Holotype. The holotype (Min.-Geol. Inst., Univ. Utrecht, W. C. 1933, 6, now in Naturalis, Leiden, The Netherlands) from the lower Maastrichtian, Locality L818, province of Pinar del Rio, Western Cuba was figured by Vermunt (1937, Pl. 36, figs. 1-2). A new photograph of it is illustrated in Figure 7 and it shows no apparent differences from the material included in this species from Jamaica, Puerto Rico or Mexico.
Material. Many specimens in the USNM. Material specifically referred to and placed in the type collection: NS31 (USNM 547509) (Locality 1202, USNM 187687), NS32 (USNM 547510) (Locality 1202, USNM 187687), NS35 (USNM 547511) (Locality 1202), NS39 (USNM 547512) (Locality 1445-3), NS7-10 (USNM 547513-547516) (Locality 1202?), NS70 (USNM 547517) (Locality 1202? draw 131, pores), NS33 (USNM 547548) (Locality 1202, USNM 187687), and NS71 (USNM 547518) (draw 131, Locality 1202, tabulae). All from the El Rayo Formation, Puerto Rico.
Extensive comparable material is available from Cuba (Naturalis, Leiden, The Netherlands), Jamaica (UWI Geology Museum) and Mexico (Texas Memorial Museum, The University of Texas at Austin). All this material agrees very well with the material from Puerto Rico described here.
Diagnosis. A small to medium sized species of Caribbea with a wall structure defined by radial muri on funnel plates of the outer shell layer throughout growth.
Description. The RV is conical gradually increasing in diameter. Its surface is marked by regular furrows (Fig. 3.1-2, 3.5 ), the three deepest corresponding to the three pillars (P0, P1 and P2). Between P0 and P1 there is one (rarely two) further weak furrow(s), and between P1 and P2 another weak furrow; weak furrows also occur around the remainder of the shell's circumference, but are generally not as well developed as the ones between the pillars. The surface between the furrows is regularly convex and smooth.

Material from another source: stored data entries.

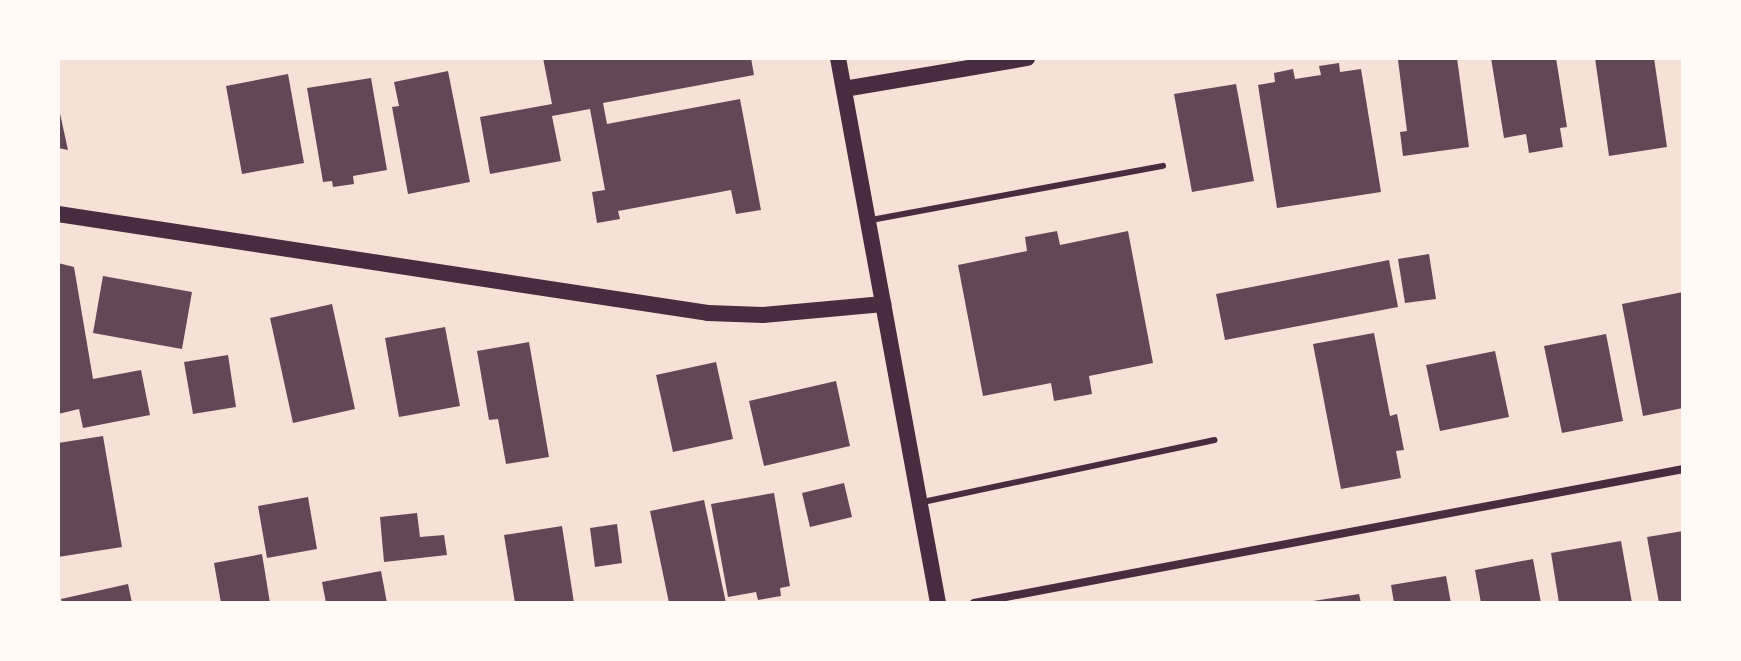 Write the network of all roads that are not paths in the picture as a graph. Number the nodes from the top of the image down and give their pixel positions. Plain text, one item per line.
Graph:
1 (838, 58) edge
2 (1027, 58) edge
3 (844, 89) junction
4 (1163, 166) dead end
5 (58, 214) edge
6 (868, 221) junction
7 (883, 304) junction
8 (1214, 440) dead end
9 (1683, 469) edge
10 (919, 502) junction
11 (938, 603) edge
12 (974, 603) edge

1 - 3 main road
2 - 3 main road
3 - 6 main road
4 - 6 lane
5 - 7 main road
6 - 7 main road
7 - 10 main road
8 - 10 lane
9 - 12 street
10 - 11 main road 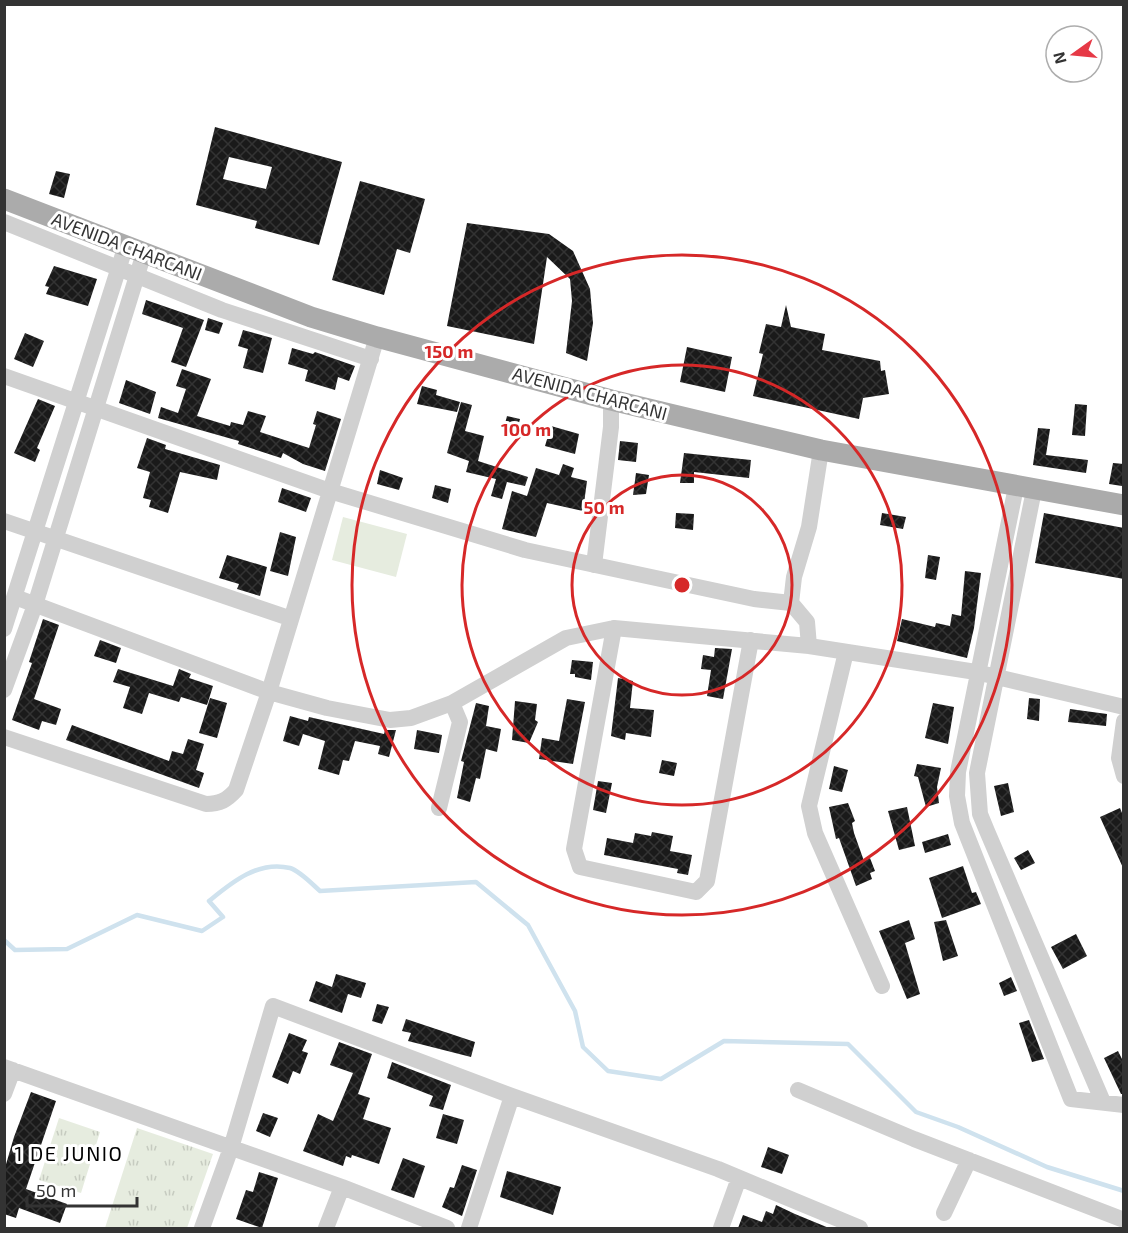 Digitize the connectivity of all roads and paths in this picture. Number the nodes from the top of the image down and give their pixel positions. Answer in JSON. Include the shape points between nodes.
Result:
{"nodes":[{"id":1,"x":4,"y":199,"type":"edge"},
{"id":2,"x":5,"y":225,"type":"edge"},
{"id":3,"x":135,"y":249,"type":"junction"},
{"id":4,"x":119,"y":270,"type":"junction"},
{"id":5,"x":137,"y":278,"type":"junction"},
{"id":6,"x":377,"y":337,"type":"junction"},
{"id":7,"x":371,"y":359,"type":"junction"},
{"id":8,"x":4,"y":376,"type":"edge"},
{"id":9,"x":611,"y":400,"type":"junction"},
{"id":10,"x":77,"y":402,"type":"junction"},
{"id":11,"x":96,"y":408,"type":"junction"},
{"id":12,"x":821,"y":450,"type":"junction"},
{"id":13,"x":1025,"y":489,"type":"junction"},
{"id":14,"x":330,"y":491,"type":"junction"},
{"id":15,"x":1124,"y":505,"type":"edge"},
{"id":16,"x":4,"y":521,"type":"edge"},
{"id":17,"x":37,"y":533,"type":"junction"},
{"id":18,"x":55,"y":540,"type":"junction"},
{"id":19,"x":594,"y":565,"type":"junction"},
{"id":20,"x":15,"y":597,"type":"junction"},
{"id":21,"x":791,"y":603,"type":"junction"},
{"id":22,"x":35,"y":605,"type":"junction"},
{"id":23,"x":289,"y":618,"type":"junction"},
{"id":24,"x":614,"y":628,"type":"junction"},
{"id":25,"x":4,"y":629,"type":"edge"},
{"id":26,"x":751,"y":640,"type":"junction"},
{"id":27,"x":809,"y":646,"type":"junction"},
{"id":28,"x":846,"y":652,"type":"junction"},
{"id":29,"x":976,"y":672,"type":"junction"},
{"id":30,"x":997,"y":678,"type":"junction"},
{"id":31,"x":4,"y":690,"type":"edge"},
{"id":32,"x":269,"y":692,"type":"junction"},
{"id":33,"x":452,"y":703,"type":"junction"},
{"id":34,"x":1124,"y":707,"type":"edge"},
{"id":35,"x":1124,"y":721,"type":"edge"},
{"id":36,"x":4,"y":737,"type":"edge"},
{"id":37,"x":1124,"y":776,"type":"edge"},
{"id":38,"x":439,"y":808,"type":"dead end"},
{"id":39,"x":882,"y":986,"type":"dead end"},
{"id":40,"x":9,"y":1069,"type":"edge"},
{"id":41,"x":798,"y":1090,"type":"dead end"},
{"id":42,"x":4,"y":1094,"type":"edge"},
{"id":43,"x":512,"y":1096,"type":"junction"},
{"id":44,"x":1102,"y":1102,"type":"junction"},
{"id":45,"x":1124,"y":1105,"type":"edge"},
{"id":46,"x":231,"y":1148,"type":"junction"},
{"id":47,"x":969,"y":1160,"type":"junction"},
{"id":48,"x":739,"y":1178,"type":"junction"},
{"id":49,"x":342,"y":1187,"type":"junction"},
{"id":50,"x":944,"y":1213,"type":"dead end"},
{"id":51,"x":1124,"y":1220,"type":"edge"},
{"id":52,"x":823,"y":1221,"type":"edge"},
{"id":53,"x":202,"y":1228,"type":"edge"},
{"id":54,"x":326,"y":1228,"type":"edge"},
{"id":55,"x":447,"y":1228,"type":"edge"},
{"id":56,"x":469,"y":1228,"type":"edge"},
{"id":57,"x":722,"y":1228,"type":"edge"},
{"id":58,"x":860,"y":1228,"type":"edge"}],
"edges":[{"from":1,"to":3,"type":"main road","name":"AVENIDA CHARCANI"},
{"from":2,"to":4,"type":"street"},
{"from":3,"to":4,"type":"street"},
{"from":3,"to":5,"type":"street"},
{"from":3,"to":6,"type":"main road","name":"AVENIDA CHARCANI","via":[[311,317]]},
{"from":4,"to":5,"type":"street"},
{"from":4,"to":10,"type":"street"},
{"from":5,"to":7,"type":"street"},
{"from":5,"to":11,"type":"street"},
{"from":6,"to":7,"type":"street"},
{"from":6,"to":9,"type":"main road","name":"AVENIDA CHARCANI"},
{"from":7,"to":14,"type":"street"},
{"from":8,"to":10,"type":"street"},
{"from":9,"to":12,"type":"main road","name":"AVENIDA CHARCANI"},
{"from":9,"to":19,"type":"street"},
{"from":10,"to":11,"type":"street"},
{"from":10,"to":17,"type":"street"},
{"from":11,"to":14,"type":"street"},
{"from":11,"to":18,"type":"street"},
{"from":12,"to":13,"type":"main road","name":"AVENIDA CHARCANI"},
{"from":12,"to":21,"type":"street","via":[[809,527],[794,577]]},
{"from":13,"to":15,"type":"main road","name":"AVENIDA CHARCANI"},
{"from":13,"to":29,"type":"street"},
{"from":13,"to":30,"type":"street"},
{"from":14,"to":19,"type":"street","via":[[525,550]]},
{"from":14,"to":23,"type":"street"},
{"from":16,"to":17,"type":"street"},
{"from":17,"to":18,"type":"street"},
{"from":17,"to":20,"type":"street"},
{"from":18,"to":22,"type":"street"},
{"from":18,"to":23,"type":"street"},
{"from":19,"to":21,"type":"street","via":[[754,599]]},
{"from":20,"to":22,"type":"street"},
{"from":20,"to":25,"type":"street"},
{"from":21,"to":27,"type":"street","via":[[807,622]]},
{"from":22,"to":31,"type":"street"},
{"from":22,"to":32,"type":"street"},
{"from":23,"to":32,"type":"street"},
{"from":24,"to":26,"type":"street"},
{"from":24,"to":26,"type":"street","via":[[574,849],[580,867],[696,892],[707,881]]},
{"from":24,"to":33,"type":"street","via":[[566,638]]},
{"from":26,"to":27,"type":"street"},
{"from":27,"to":28,"type":"street"},
{"from":28,"to":29,"type":"street"},
{"from":28,"to":39,"type":"street","via":[[809,806],[814,833]]},
{"from":29,"to":30,"type":"street"},
{"from":29,"to":44,"type":"street","via":[[958,772],[962,823],[1071,1099]]},
{"from":30,"to":34,"type":"street"},
{"from":30,"to":44,"type":"street","via":[[977,773],[980,814]]},
{"from":32,"to":33,"type":"street","via":[[390,720],[411,718]]},
{"from":32,"to":36,"type":"street","via":[[236,789],[217,804],[207,804]]},
{"from":33,"to":38,"type":"street","via":[[460,722]]},
{"from":35,"to":37,"type":"street","via":[[1119,758]]},
{"from":40,"to":42,"type":"street"},
{"from":40,"to":46,"type":"street"},
{"from":41,"to":47,"type":"street"},
{"from":43,"to":46,"type":"street","via":[[273,1006]]},
{"from":43,"to":48,"type":"street"},
{"from":43,"to":56,"type":"street"},
{"from":44,"to":45,"type":"street"},
{"from":46,"to":49,"type":"street"},
{"from":46,"to":53,"type":"street"},
{"from":47,"to":50,"type":"street"},
{"from":47,"to":51,"type":"street"},
{"from":48,"to":52,"type":"street"},
{"from":48,"to":57,"type":"street"},
{"from":49,"to":54,"type":"street"},
{"from":49,"to":55,"type":"street"},
{"from":52,"to":58,"type":"street"}]}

The inner layer of the RV is thin (Fig. 3.2 ); the outer layer of the RV is composed of funnel plates with irregular dendritic radial muri (Fig. 3.2, 3.5 ). The funnel plates are directed outwards and upwards at an angle of about 60° to 70° to the horizontal. P1 and P2 are strong infolds of the outer shell layer into the body cavity and have a microstructure identical to the remainder of the RV outer shell wall. P0 is a very weak (incipient) infold into the body chamber to which the central tooth is attached (Figs. 3.6 , 4.4 , 5.2 ); the central tooth is an inward projection of the inner shell layer and has two laminae each on the posterior and anterior sides that create slots for the PT and AT to fit into; single strong vertical laminae extend on the ventral-side of the wall of the body cavity where the teeth would fit together with very weak ribs on the dorsal side to form the sockets for the PT and AT (Fig. 5.2 ). The interior of the RV contains only incipient (weak to very weak) secondary folds into the body cavity. There is no socket for the PM, which simply fits between the lamina for the PT and P1 (Figs. 3.5 , 4.4 , 5.2 ). No socket is present for the AM, which must attach directly onto the interior wall of the RV. The tabulae in the body cavity are plate-like and widely spaced (Fig. 3.3-4 ). The last tabula is inserted adapically of the point to which the teeth and PM penetrate the RV, so that transverse sections of a RV never show the teeth and tabulae at the same level (Fig. 3.3 ).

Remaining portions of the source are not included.